31 Días de Halloween: Los inocentes (1961).

Los Inocentes de Jack Clayton es una clase magistral de generar ambivalencia sobre lo que vemos de una manera tan sutil, sin dejar de ser escalofriante.

La huella e impacto cultural que Henry James tuvo en el campo de la literatura del horror es inconcebible. A pesar de no estar relegado a este género -siendo un autor bastante multifacético- a la hora de escribir relatos de fantasmas las condiciones espectrales de parte de su tinta son extremadamente fascinantes, principalmente por su ambigüedad psicológica. Y es que en realidad nunca estamos plenamente conscientes de que si lo que estamos leyendo con horror son espectros en el sentido tradicional de la palabra -antiguos seres vivos agónicos e incapaces de abandonar las costumbres de las que ya no pueden formar parte- o quizás algo más perverso, ya que James lanza constantes críticas hacia el puritanismo de sus personajes -la mayoría de clase acomodada- que quizás los hagan contemplar elementos fantásticos porque es la única manera en la que pueden explicar su eterna tristeza.

Henry James precisamente volvió al terreno del horror hacia al final de su carrera en lo que es por mucho su mejor obra: Otra vuelta de tuerca. Su única novela dentro del género, Otra vuelta de tuerca estaba alimentada de la eterna soledad del autor quien para en ese entonces se encontraba casi inmóvil por un problema circulatorio y con problemas más serios, si es que esto puede ser posible. Para 1893 James cumplía 50 años, pero este medio centenar era uno que no podía celebrar de manera auténtica, ya que este cargaba con un andar que él mismo describiría en cartas con sus amigos como melancólico, mórbido, misantrópico y torpe, lo cual no es extraño; para Marzo de 1892 su hermana Alice fallecía tras una larga caída de salud en la que el autor estuvo presente y en compañía. A eso se le sumaría el suicidio de su amiga y confidente Constance Fenimore Woolson -nieta de James Fenimore Cooper– quien se aventó de la ventana de su departamento en Venecia. El golpe de perder a su mejor amiga fue tal que Henry James fue incapaz de asistir a su funeral y sólo se dedicó a recolectar sus cosas personales, entre ellas las cartas personales que había mandado para quemarlas y así, pareciendo que no hubiese más rastro de su relación.

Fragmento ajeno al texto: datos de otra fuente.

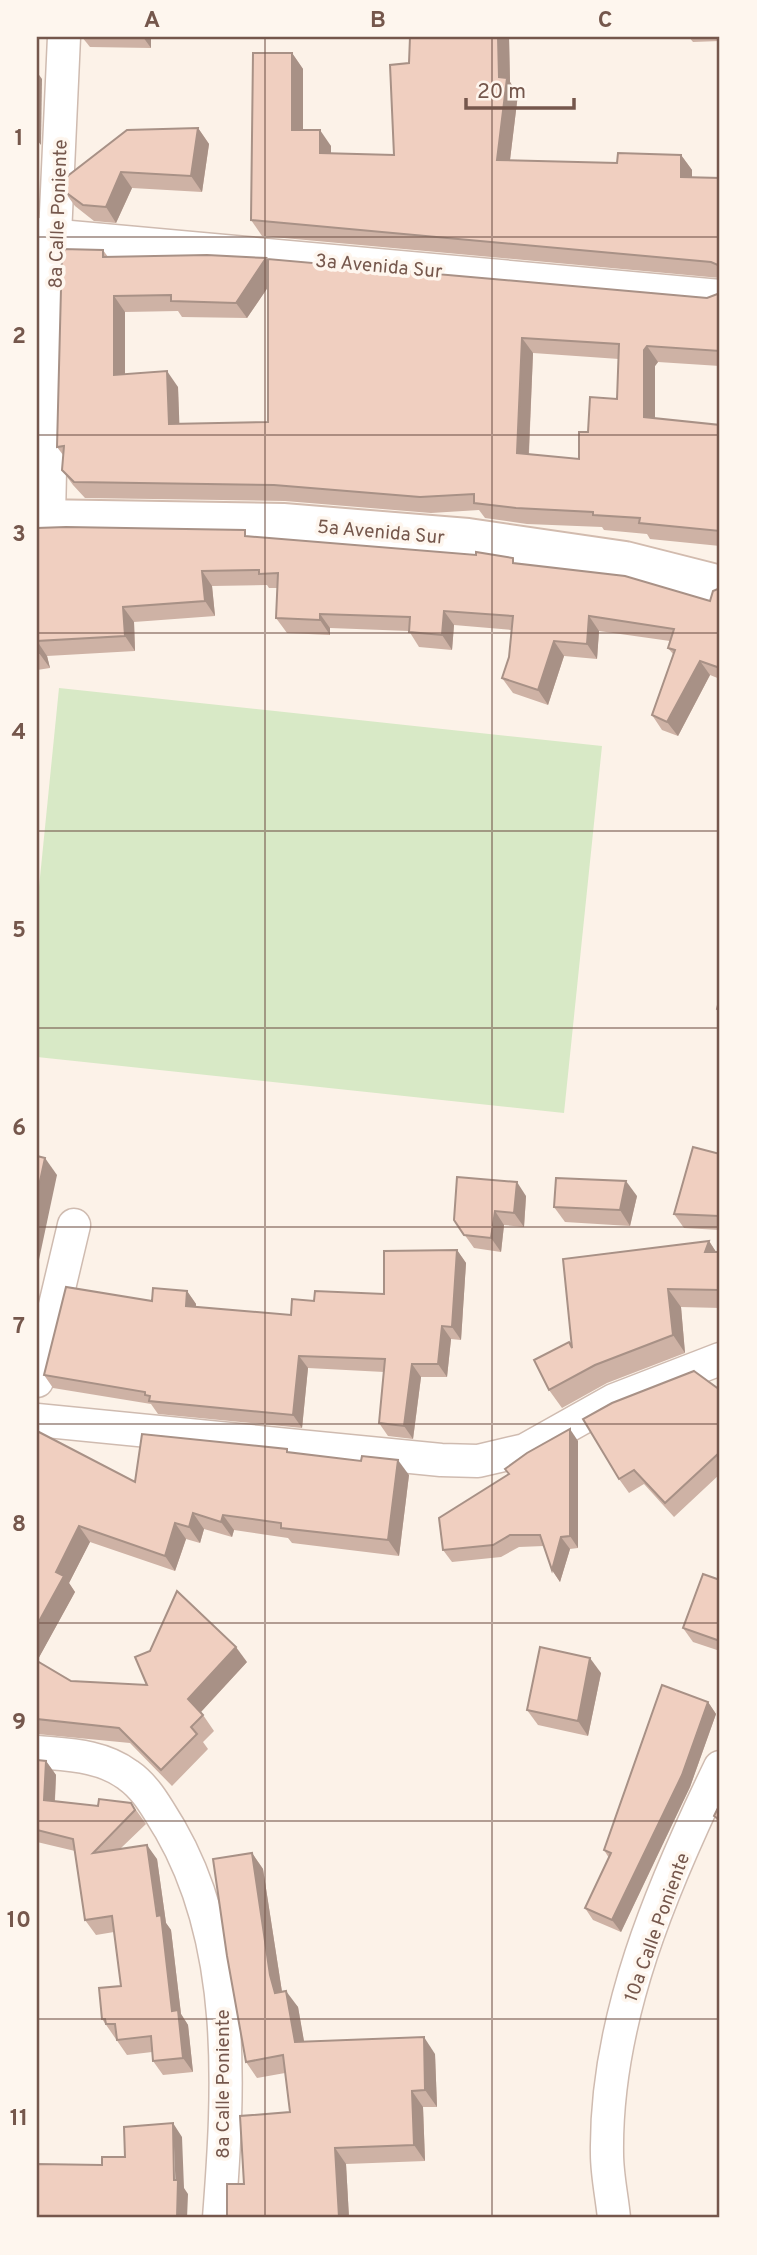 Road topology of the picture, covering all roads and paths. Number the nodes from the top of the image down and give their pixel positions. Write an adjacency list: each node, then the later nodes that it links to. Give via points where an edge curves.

Aceptaría entonces la propuesta de escribir para la revista Collier’s. En 1897 la revista Collier era sinónimo de alta clase y una pionera en notas de investigación que la hacían una de las más consumidas en toda Inglaterra, y ahora bajo la nueva administración de parte de Robert J. Collier -hijo de Peter Fenelon Collier quien se retiraba del mando directivo y editorial de la revista- el cual veía en las letras de James las condiciones perfectas para darle relevancia a su revista. Otra vuelta de tuerca comenzaría a ser escrita en el otoño de 1897 para ser terminada en Noviembre y sería serializada en Collier’s en 12 partes a partir del 27 de Enero hasta el 18 de Abril del año siguiente. El material fue un éxito inmediato, pero la controversia respecto a lo que trataba de expresar Henry James en su material original profesaba por primera vez en mucho tiempo una condición del relato del horror que no establecía sus terrenos dentro de lo mórbido y paranormal.

De cualquier forma Otra vuelta de tuerca es un relato clave del horror e incluso fuera de este, no por nada el término Giro de tuerca proviene y homenajea el título original. Esto hizo que varias adaptaciones se planteasen en múltiples áreas del arte hasta nuestros días, tan sólo el año pasado Mike Flanagan entregaría su homenaje a los relatos espectrales de Henry James en La maldición de Bly Manor y Floria Sigismondi heredaba una producción problemática de parte de Steven Spielberg con el título original de la novela.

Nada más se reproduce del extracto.